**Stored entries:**
+ + + + +
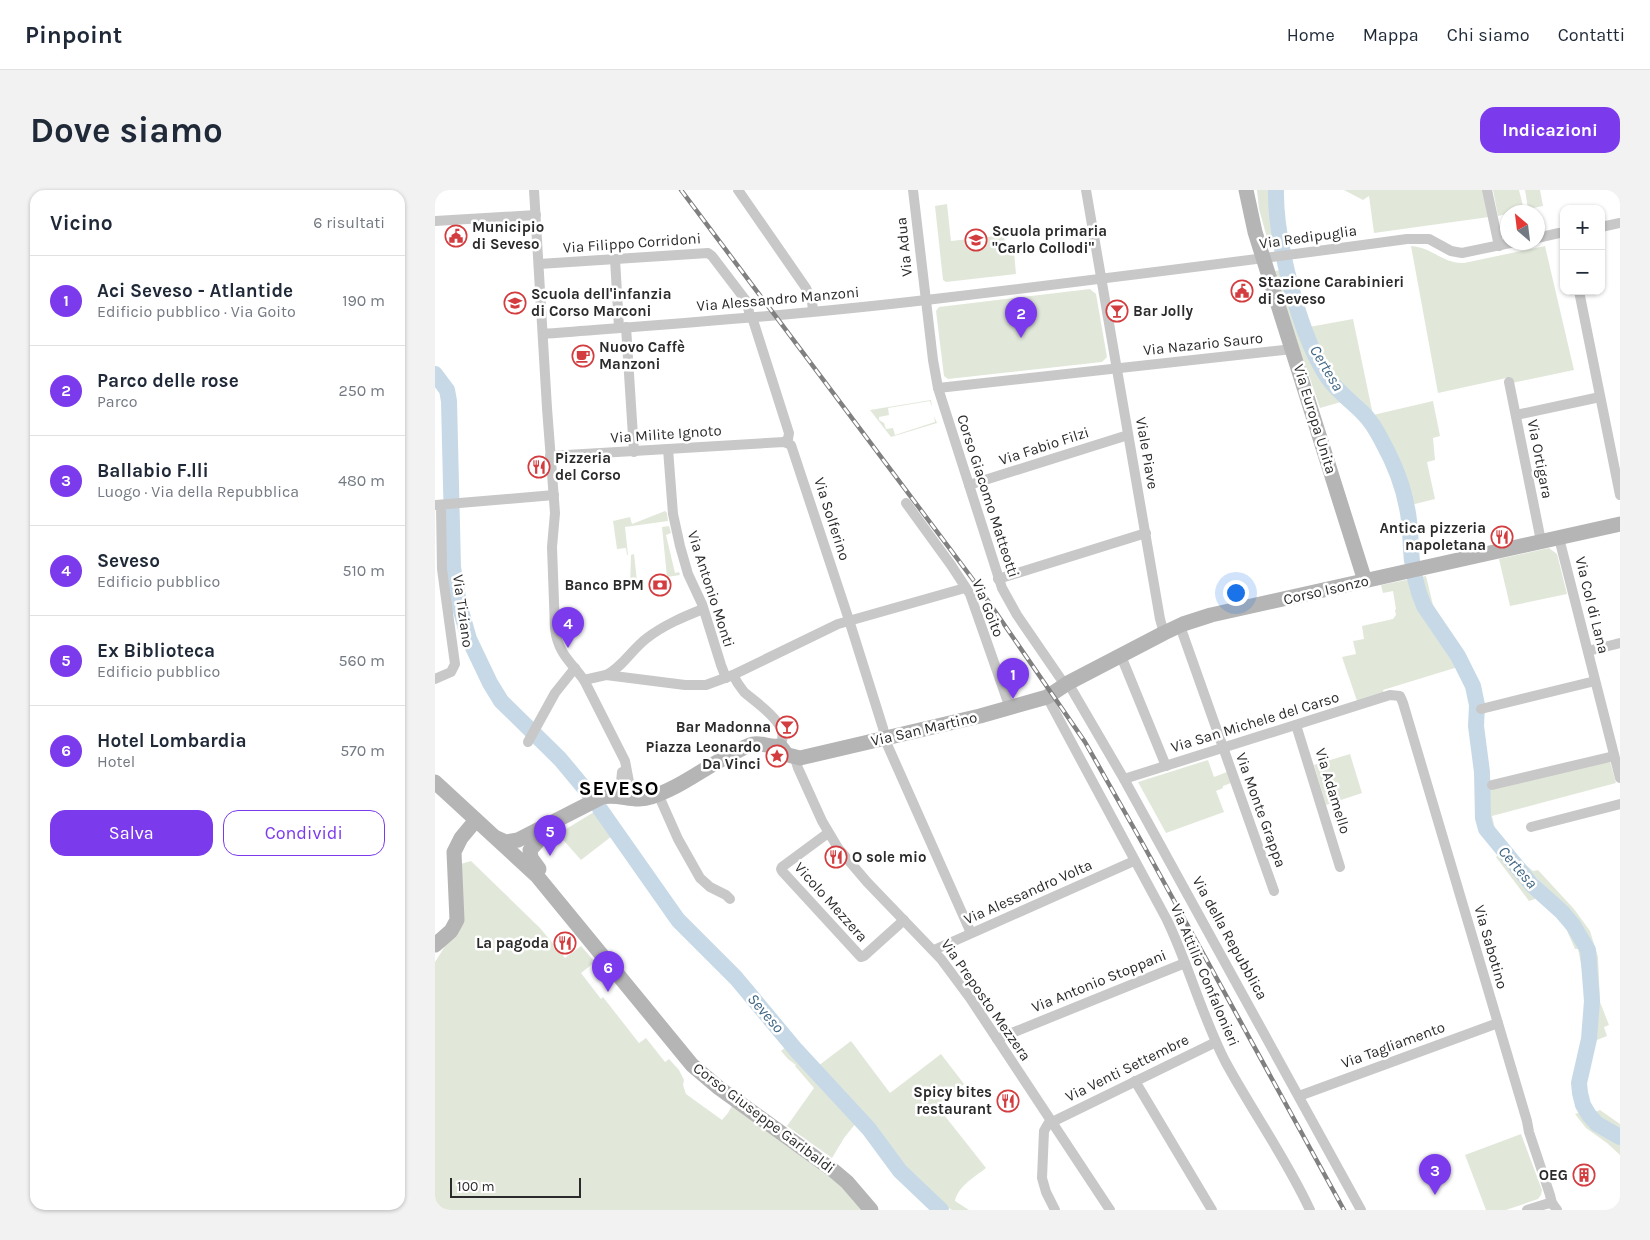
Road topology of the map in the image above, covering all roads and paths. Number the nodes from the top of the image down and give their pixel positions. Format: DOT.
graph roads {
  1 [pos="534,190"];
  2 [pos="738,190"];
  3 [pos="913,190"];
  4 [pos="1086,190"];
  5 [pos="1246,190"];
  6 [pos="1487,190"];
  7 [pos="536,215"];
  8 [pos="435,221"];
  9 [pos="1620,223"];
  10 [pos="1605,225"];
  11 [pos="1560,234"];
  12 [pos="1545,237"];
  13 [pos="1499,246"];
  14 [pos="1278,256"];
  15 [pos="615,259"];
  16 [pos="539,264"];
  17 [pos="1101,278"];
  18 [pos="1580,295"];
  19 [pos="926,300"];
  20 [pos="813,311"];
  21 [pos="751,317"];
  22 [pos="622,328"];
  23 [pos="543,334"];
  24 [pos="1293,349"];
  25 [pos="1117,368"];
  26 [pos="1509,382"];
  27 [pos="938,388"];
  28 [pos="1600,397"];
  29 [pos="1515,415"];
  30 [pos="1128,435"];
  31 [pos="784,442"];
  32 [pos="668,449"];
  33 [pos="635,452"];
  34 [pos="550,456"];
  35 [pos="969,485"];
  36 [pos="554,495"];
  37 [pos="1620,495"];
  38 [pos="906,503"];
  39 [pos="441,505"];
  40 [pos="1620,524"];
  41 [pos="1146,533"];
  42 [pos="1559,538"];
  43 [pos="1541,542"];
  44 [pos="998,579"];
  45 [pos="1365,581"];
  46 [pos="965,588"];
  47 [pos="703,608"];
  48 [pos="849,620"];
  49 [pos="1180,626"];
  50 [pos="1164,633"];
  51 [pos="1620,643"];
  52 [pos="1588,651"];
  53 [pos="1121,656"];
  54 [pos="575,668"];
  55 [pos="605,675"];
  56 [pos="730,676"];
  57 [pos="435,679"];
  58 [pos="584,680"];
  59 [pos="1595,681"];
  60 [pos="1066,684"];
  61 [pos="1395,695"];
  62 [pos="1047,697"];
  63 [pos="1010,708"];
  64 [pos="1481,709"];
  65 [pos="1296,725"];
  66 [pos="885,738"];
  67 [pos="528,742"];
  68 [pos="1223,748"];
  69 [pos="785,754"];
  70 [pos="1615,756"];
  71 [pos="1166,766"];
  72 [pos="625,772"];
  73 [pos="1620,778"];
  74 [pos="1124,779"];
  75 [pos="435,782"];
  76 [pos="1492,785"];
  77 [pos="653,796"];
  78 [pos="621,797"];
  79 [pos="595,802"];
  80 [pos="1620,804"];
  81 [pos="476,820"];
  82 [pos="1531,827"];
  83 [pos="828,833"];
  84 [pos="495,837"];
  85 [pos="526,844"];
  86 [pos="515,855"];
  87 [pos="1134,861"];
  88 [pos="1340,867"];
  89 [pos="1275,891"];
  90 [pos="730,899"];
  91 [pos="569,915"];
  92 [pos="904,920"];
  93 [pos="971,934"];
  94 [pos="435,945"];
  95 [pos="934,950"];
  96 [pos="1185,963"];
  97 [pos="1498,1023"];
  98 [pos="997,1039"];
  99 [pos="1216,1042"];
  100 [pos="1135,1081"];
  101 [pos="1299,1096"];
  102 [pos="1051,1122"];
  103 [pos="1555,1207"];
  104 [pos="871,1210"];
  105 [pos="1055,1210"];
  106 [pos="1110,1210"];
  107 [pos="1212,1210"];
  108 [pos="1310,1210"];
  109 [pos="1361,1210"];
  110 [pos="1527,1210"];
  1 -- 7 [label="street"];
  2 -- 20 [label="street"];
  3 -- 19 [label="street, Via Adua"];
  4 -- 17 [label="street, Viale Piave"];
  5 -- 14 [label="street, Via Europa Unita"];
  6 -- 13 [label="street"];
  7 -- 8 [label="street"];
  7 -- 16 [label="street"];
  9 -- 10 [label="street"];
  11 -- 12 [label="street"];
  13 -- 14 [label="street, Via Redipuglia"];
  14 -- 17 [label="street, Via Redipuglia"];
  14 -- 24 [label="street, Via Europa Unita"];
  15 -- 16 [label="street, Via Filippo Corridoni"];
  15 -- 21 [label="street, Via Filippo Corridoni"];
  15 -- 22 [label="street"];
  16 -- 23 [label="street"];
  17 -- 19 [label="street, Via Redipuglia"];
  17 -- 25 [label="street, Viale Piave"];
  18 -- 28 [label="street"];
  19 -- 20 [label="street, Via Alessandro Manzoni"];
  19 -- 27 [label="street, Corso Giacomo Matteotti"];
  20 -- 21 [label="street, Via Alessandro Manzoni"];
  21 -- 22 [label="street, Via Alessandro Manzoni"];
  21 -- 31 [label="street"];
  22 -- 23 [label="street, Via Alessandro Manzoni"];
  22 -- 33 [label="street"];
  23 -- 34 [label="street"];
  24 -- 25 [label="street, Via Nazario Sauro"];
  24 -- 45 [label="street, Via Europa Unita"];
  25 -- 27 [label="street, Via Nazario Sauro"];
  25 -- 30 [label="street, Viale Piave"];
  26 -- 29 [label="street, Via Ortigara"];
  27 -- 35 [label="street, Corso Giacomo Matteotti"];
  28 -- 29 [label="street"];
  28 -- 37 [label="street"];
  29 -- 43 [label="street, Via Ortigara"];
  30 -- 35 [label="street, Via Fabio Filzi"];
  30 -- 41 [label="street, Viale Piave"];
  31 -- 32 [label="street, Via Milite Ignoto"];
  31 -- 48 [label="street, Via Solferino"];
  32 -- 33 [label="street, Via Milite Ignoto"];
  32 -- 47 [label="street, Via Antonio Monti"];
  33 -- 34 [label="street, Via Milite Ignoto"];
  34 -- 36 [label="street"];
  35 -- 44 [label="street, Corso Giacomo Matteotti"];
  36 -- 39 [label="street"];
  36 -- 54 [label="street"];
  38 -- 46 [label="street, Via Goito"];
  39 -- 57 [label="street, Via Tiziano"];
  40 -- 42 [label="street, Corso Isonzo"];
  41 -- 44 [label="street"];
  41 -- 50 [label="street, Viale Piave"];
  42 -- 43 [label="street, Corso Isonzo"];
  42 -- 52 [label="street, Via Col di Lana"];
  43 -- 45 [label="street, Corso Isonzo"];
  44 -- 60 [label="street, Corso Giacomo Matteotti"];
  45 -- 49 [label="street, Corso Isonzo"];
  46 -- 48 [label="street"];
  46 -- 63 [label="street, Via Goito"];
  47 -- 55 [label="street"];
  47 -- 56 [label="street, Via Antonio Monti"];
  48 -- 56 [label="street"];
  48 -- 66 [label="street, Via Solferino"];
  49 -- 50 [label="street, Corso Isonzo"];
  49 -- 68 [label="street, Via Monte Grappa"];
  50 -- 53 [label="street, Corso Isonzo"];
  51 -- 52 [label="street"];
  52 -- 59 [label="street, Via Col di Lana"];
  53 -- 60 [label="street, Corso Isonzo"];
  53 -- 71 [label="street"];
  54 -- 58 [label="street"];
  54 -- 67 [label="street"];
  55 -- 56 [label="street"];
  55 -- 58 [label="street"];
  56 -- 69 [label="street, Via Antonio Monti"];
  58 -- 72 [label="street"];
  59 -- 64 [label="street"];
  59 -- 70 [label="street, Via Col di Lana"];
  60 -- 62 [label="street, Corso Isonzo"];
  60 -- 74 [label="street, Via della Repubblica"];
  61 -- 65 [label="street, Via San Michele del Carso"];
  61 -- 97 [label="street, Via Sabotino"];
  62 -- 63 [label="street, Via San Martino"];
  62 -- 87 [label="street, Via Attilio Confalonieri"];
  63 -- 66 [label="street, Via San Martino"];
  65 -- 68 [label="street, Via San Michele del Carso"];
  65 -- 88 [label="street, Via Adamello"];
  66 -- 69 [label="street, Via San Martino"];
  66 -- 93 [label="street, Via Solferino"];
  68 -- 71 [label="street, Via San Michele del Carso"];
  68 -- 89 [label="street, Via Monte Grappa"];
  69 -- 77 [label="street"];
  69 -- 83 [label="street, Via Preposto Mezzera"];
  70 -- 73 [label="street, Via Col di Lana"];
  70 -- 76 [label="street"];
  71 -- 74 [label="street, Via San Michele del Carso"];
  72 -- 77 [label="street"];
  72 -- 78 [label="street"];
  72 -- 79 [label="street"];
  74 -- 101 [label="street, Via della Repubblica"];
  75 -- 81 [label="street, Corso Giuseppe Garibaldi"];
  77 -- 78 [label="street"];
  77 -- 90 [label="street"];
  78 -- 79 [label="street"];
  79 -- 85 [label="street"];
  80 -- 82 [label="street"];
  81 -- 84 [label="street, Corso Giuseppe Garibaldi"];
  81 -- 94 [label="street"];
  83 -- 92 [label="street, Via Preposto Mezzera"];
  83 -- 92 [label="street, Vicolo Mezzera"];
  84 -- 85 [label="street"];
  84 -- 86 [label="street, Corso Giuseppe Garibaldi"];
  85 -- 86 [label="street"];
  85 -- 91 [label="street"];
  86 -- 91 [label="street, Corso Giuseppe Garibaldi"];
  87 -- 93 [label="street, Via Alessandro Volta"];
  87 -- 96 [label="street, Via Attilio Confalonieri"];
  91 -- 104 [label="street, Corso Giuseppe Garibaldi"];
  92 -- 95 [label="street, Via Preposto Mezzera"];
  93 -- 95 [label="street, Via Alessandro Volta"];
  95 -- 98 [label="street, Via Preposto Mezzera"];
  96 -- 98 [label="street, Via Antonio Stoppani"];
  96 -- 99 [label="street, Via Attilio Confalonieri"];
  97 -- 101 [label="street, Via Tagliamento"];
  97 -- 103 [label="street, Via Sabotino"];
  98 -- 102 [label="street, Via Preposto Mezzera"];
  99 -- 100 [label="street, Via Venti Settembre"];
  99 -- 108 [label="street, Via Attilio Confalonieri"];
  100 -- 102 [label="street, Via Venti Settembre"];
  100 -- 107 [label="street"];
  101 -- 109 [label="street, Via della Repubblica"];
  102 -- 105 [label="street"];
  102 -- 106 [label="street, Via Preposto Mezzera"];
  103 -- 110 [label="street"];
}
+ + + + +
**Task prompt:** Scan the records for the word "Repubblica", and copy each line where it is found.

**Response:**
  60 -- 74 [label="street, Via della Repubblica"];
  74 -- 101 [label="street, Via della Repubblica"];
  101 -- 109 [label="street, Via della Repubblica"];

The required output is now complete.